1. Docs
  2. Reference
  3. API
  4. @pulumi/vault
  5. transit

Module transit

This provider is a derived work of the Terraform Provider distributed under MPL 2.0. If you encounter a bug or missing feature, first check the pulumi/pulumi-vault repo; however, if that doesn’t turn up anything, please consult the source terraform-providers/terraform-provider-vault repo.

Resources

Others

Resources

Resource SecretBackendKey

class SecretBackendKey extends CustomResource

Creates an Encryption Keyring on a Transit Secret Backend for Vault.

Example Usage

import * as pulumi from "@pulumi/pulumi";
import * as vault from "@pulumi/vault";

const transit = new vault.Mount("transit", {
    defaultLeaseTtlSeconds: 3600,
    description: "Example description",
    maxLeaseTtlSeconds: 86400,
    path: "transit",
    type: "transit",
});
const key = new vault.transit.SecretBackendKey("key", {
    backend: transit.path,
});

constructor

new SecretBackendKey(name: string, args: SecretBackendKeyArgs, opts?: pulumi.CustomResourceOptions)

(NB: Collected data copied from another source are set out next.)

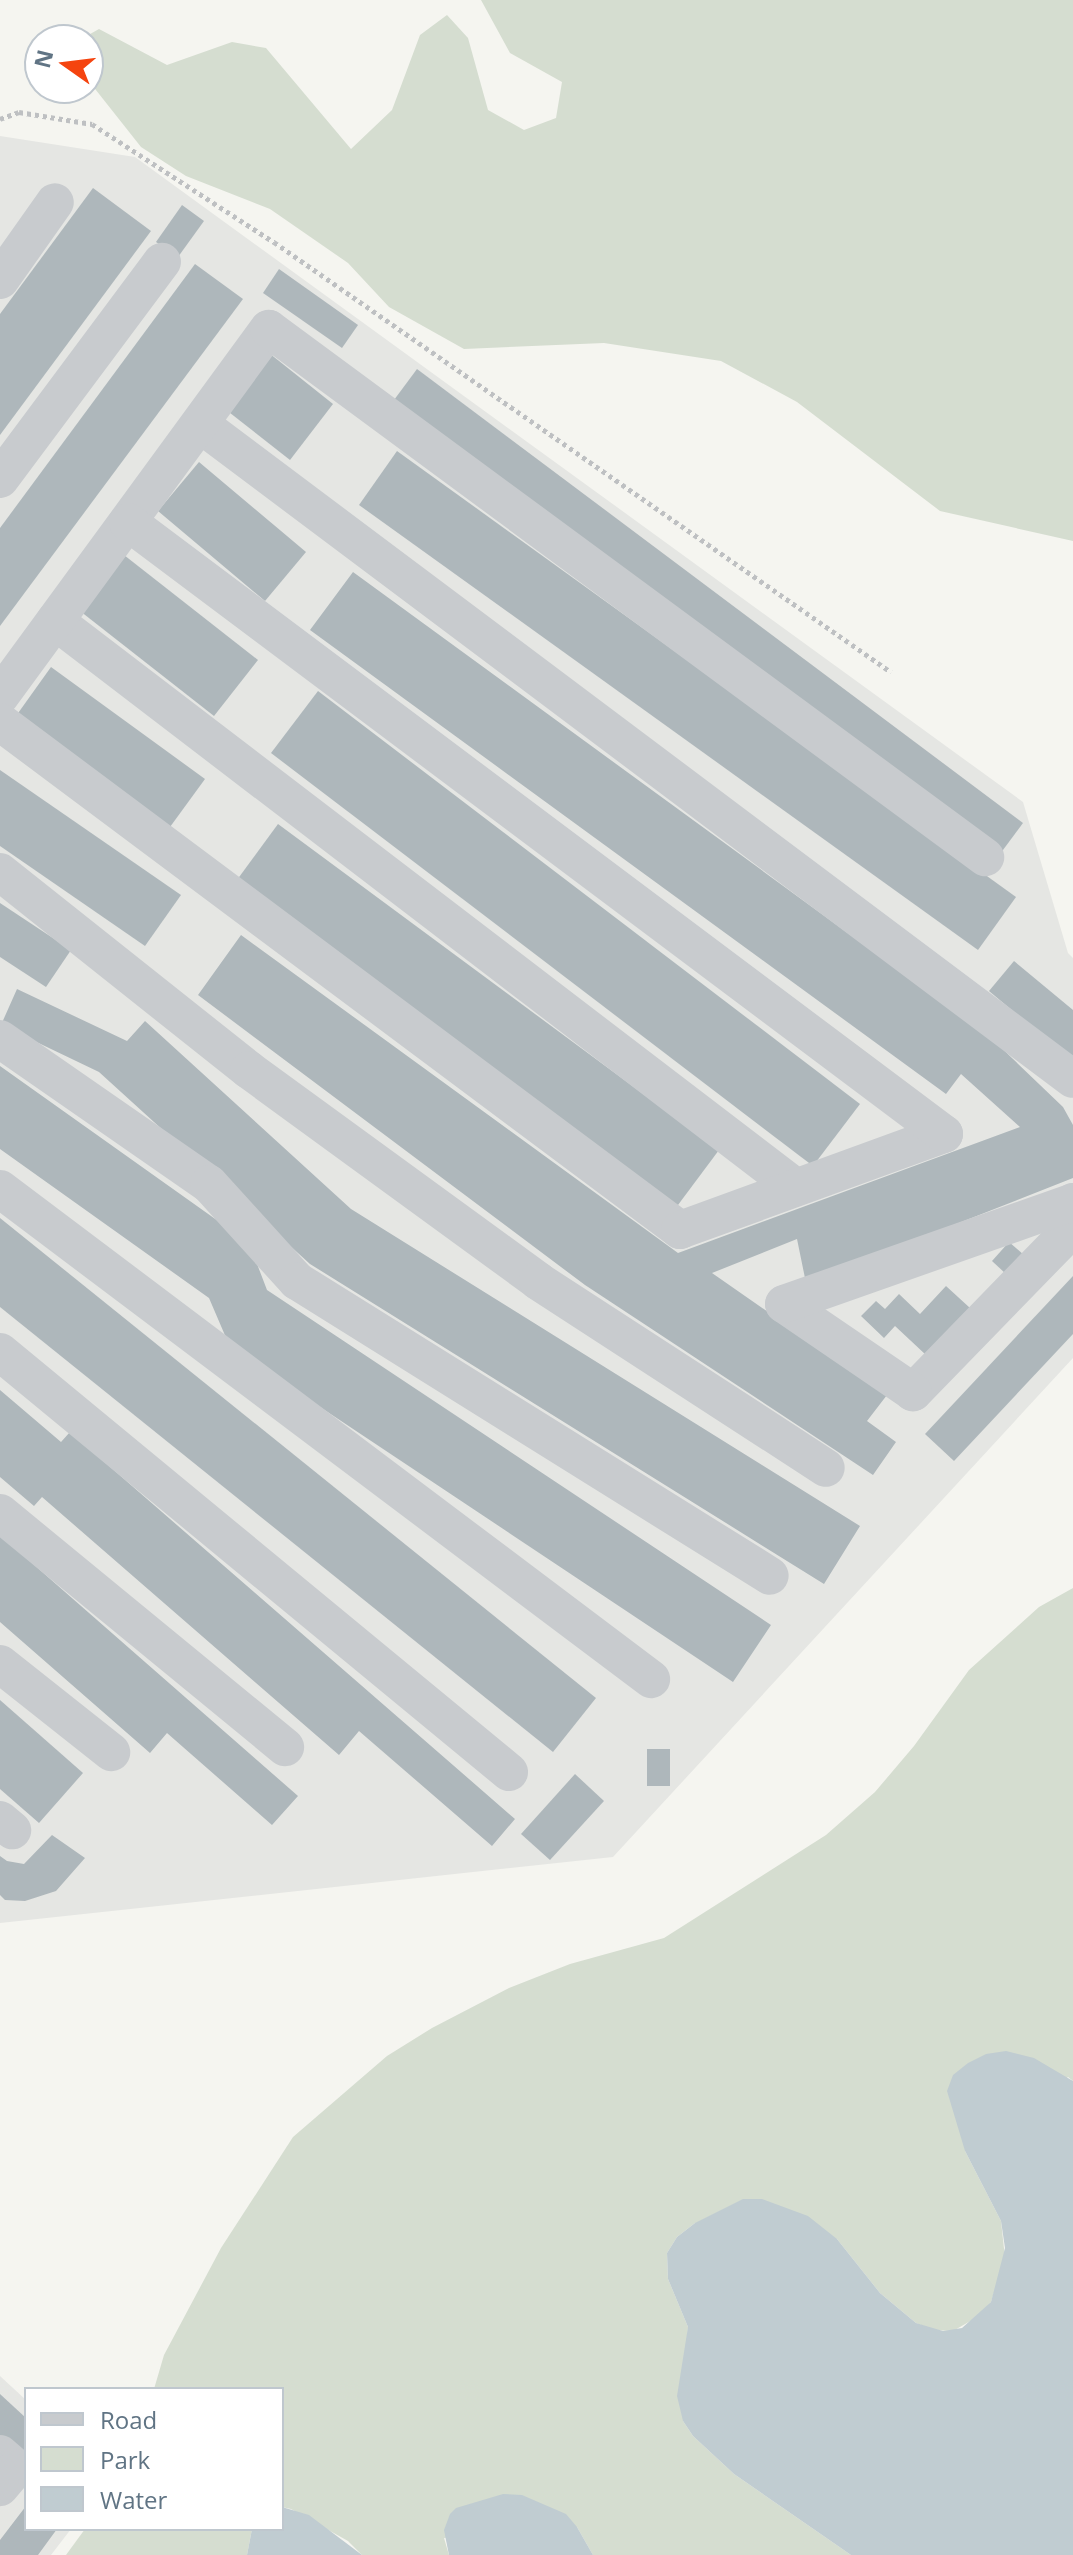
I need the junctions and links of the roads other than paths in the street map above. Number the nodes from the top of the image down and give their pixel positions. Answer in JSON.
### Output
{"nodes":[{"id":1,"x":55,"y":202,"type":"dead end"},
{"id":2,"x":162,"y":262,"type":"dead end"},
{"id":3,"x":0,"y":280,"type":"edge"},
{"id":4,"x":200,"y":424,"type":"junction"},
{"id":5,"x":0,"y":479,"type":"edge"},
{"id":6,"x":128,"y":522,"type":"junction"},
{"id":7,"x":55,"y":621,"type":"junction"},
{"id":8,"x":0,"y":696,"type":"edge"},
{"id":9,"x":0,"y":722,"type":"edge"},
{"id":10,"x":985,"y":857,"type":"dead end"},
{"id":11,"x":0,"y":872,"type":"edge"},
{"id":12,"x":0,"y":1039,"type":"edge"},
{"id":13,"x":1073,"y":1079,"type":"edge"},
{"id":14,"x":795,"y":1187,"type":"junction"},
{"id":15,"x":0,"y":1189,"type":"edge"},
{"id":16,"x":1073,"y":1202,"type":"edge"},
{"id":17,"x":0,"y":1352,"type":"edge"},
{"id":18,"x":826,"y":1468,"type":"dead end"},
{"id":19,"x":0,"y":1513,"type":"edge"},
{"id":20,"x":770,"y":1576,"type":"dead end"},
{"id":21,"x":0,"y":1664,"type":"edge"},
{"id":22,"x":651,"y":1679,"type":"dead end"},
{"id":23,"x":285,"y":1747,"type":"dead end"},
{"id":24,"x":111,"y":1752,"type":"dead end"},
{"id":25,"x":509,"y":1772,"type":"dead end"},
{"id":26,"x":0,"y":2454,"type":"edge"},
{"id":27,"x":0,"y":2487,"type":"edge"}],
"edges":[{"from":1,"to":3,"type":"lane"},
{"from":2,"to":5,"type":"lane"},
{"from":4,"to":6,"type":"lane"},
{"from":4,"to":10,"type":"lane"},
{"from":4,"to":13,"type":"lane"},
{"from":6,"to":7,"type":"lane"},
{"from":6,"to":14,"type":"lane"},
{"from":7,"to":8,"type":"lane"},
{"from":7,"to":14,"type":"lane"},
{"from":9,"to":14,"type":"lane"},
{"from":11,"to":18,"type":"lane"},
{"from":12,"to":20,"type":"lane"},
{"from":15,"to":22,"type":"lane"},
{"from":16,"to":16,"type":"lane"},
{"from":17,"to":25,"type":"lane"},
{"from":19,"to":23,"type":"lane"},
{"from":21,"to":24,"type":"lane"},
{"from":26,"to":27,"type":"lane"}]}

Create a SecretBackendKey resource with the given unique name, arguments, and options.

  • name The unique name of the resource.
  • args The arguments to use to populate this resource's properties.
  • opts A bag of options that control this resource's behavior.

method get

public static get(name: string, id: pulumi.Input<pulumi.ID>, state?: SecretBackendKeyState, opts?: pulumi.CustomResourceOptions): SecretBackendKey

Get an existing SecretBackendKey resource’s state with the given name, ID, and optional extra properties used to qualify the lookup.

method getProvider

getProvider(moduleMember: string): ProviderResource | undefined

method isInstance

public static isInstance(obj: any): obj is SecretBackendKey

Returns true if the given object is an instance of SecretBackendKey. This is designed to work even when multiple copies of the Pulumi SDK have been loaded into the same process.

property allowPlaintextBackup

public allowPlaintextBackup: pulumi.Output<boolean | undefined>;

Enables taking backup of entire keyring in the plaintext format. Once set, this cannot be disabled. * Refer to Vault API documentation on key backups for more information: Backup Key

property backend

public backend: pulumi.Output<string>;

The path the transit secret backend is mounted at, with no leading or trailing /s.

property convergentEncryption

public convergentEncryption: pulumi.Output<boolean | undefined>;

Whether or not to support convergent encryption, where the same plaintext creates the same ciphertext. This requires derived to be set to true.

property deletionAllowed

public deletionAllowed: pulumi.Output<boolean | undefined>;

Specifies if the key is allowed to be deleted.

property derived

public derived: pulumi.Output<boolean | undefined>;

Specifies if key derivation is to be used. If enabled, all encrypt/decrypt requests to this key must provide a context which is used for key derivation.

property exportable

public exportable: pulumi.Output<boolean | undefined>;

Enables keys to be exportable. This allows for all valid private keys in the keyring to be exported. Once set, this cannot be disabled.

property id

id: Output<ID>;

id is the provider-assigned unique ID for this managed resource. It is set during deployments and may be missing (undefined) during planning phases.

property keys

public keys: pulumi.Output<{[key: string]: any}[]>;

List of key versions in the keyring. This attribute is zero-indexed and will contain a map of values depending on the type of the encryption key. * for key types aes256-gcm96 and chacha20-poly1305, each key version will be a map of a single value id which is just a hash of the key’s metadata. * for key types ed25519, ecdsa-p256, rsa-2048 and rsa-4096, each key version will be a map of the following:

property latestVersion

public latestVersion: pulumi.Output<number>;

Latest key version available. This value is 1-indexed, so if latestVersion is 1, then the key’s information can be referenced from keys by selecting element 0

property minAvailableVersion

public minAvailableVersion: pulumi.Output<number>;

Minimum key version available for use. If keys have been archived by increasing minDecryptionVersion, this attribute will reflect that change.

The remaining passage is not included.